Required action:
Extract all lines that hold "Eclair" from the records below.

Supplied material:
- Opening Delimiter -

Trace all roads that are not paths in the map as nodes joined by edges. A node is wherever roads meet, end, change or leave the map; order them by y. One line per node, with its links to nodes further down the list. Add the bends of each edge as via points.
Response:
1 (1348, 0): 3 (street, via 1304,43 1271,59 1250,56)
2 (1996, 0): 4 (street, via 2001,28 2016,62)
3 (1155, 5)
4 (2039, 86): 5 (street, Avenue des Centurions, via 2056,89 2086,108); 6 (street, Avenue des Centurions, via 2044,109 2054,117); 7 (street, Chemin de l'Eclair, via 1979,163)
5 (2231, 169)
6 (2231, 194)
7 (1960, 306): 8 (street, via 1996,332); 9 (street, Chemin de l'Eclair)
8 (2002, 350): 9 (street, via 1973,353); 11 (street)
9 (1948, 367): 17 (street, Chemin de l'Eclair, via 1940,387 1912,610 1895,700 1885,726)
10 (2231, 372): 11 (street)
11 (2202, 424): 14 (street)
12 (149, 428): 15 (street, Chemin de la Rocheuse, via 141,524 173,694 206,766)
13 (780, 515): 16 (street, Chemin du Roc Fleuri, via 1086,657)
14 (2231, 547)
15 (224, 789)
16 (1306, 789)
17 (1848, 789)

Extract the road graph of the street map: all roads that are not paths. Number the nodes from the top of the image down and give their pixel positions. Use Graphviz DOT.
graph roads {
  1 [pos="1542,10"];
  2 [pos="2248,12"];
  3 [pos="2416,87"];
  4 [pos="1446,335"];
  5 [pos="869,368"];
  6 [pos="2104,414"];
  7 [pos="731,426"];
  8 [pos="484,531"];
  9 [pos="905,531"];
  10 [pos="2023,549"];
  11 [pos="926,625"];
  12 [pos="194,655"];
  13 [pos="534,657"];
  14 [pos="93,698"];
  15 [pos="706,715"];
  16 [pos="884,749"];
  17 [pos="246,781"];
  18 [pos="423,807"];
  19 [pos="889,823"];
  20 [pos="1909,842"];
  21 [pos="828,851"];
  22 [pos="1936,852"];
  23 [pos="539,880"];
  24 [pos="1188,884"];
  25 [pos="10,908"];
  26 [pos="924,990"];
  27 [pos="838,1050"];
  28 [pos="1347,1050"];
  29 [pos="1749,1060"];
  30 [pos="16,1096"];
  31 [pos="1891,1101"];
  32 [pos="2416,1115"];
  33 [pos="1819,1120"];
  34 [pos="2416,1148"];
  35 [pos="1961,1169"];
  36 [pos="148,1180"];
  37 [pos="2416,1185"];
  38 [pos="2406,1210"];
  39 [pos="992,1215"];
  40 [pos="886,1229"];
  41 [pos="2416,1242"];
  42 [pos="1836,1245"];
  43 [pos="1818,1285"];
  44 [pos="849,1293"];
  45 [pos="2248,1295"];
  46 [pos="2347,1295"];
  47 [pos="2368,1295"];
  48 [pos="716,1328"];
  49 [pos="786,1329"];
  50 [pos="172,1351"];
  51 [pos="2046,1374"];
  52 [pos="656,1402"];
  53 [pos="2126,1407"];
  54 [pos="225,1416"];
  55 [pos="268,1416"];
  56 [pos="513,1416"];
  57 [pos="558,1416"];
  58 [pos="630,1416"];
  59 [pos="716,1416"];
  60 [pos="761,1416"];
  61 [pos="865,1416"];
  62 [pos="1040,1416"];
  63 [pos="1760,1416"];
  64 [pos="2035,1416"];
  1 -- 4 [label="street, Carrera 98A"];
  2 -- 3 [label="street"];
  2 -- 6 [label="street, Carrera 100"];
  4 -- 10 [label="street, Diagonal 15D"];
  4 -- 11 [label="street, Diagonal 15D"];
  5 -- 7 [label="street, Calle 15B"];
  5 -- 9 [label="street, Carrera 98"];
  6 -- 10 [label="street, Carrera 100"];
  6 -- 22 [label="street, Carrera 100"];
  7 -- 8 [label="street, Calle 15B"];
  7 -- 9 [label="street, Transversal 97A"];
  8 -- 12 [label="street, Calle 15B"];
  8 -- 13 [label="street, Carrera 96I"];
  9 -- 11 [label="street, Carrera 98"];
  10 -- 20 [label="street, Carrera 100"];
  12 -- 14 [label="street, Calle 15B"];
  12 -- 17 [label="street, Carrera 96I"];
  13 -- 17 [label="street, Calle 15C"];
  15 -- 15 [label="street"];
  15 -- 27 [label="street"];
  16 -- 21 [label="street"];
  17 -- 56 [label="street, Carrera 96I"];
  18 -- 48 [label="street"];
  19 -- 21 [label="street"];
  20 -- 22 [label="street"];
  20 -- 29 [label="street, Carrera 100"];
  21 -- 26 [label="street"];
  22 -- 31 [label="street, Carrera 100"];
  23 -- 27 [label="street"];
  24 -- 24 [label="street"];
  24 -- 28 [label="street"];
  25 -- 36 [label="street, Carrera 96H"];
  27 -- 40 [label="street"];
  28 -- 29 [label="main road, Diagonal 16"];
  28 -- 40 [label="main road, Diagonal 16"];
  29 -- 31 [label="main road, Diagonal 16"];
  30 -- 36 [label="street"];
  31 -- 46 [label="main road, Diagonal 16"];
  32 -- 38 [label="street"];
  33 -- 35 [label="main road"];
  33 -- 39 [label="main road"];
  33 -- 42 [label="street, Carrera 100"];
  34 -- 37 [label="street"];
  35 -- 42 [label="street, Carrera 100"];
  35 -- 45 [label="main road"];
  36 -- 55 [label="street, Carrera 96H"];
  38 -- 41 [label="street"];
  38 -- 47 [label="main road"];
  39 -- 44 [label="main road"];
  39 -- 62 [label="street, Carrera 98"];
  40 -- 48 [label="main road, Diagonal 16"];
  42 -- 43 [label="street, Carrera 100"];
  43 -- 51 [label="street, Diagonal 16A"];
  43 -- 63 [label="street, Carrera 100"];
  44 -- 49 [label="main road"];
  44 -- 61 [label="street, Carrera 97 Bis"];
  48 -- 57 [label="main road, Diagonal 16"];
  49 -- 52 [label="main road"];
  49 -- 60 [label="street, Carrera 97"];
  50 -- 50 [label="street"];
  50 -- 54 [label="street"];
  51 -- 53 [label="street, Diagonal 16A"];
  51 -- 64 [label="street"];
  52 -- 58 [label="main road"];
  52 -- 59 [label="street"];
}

- Closing Delimiter -

Output of the task:
4 (2039, 86): 5 (street, Avenue des Centurions, via 2056,89 2086,108); 6 (street, Avenue des Centurions, via 2044,109 2054,117); 7 (street, Chemin de l'Eclair, via 1979,163)
7 (1960, 306): 8 (street, via 1996,332); 9 (street, Chemin de l'Eclair)
9 (1948, 367): 17 (street, Chemin de l'Eclair, via 1940,387 1912,610 1895,700 1885,726)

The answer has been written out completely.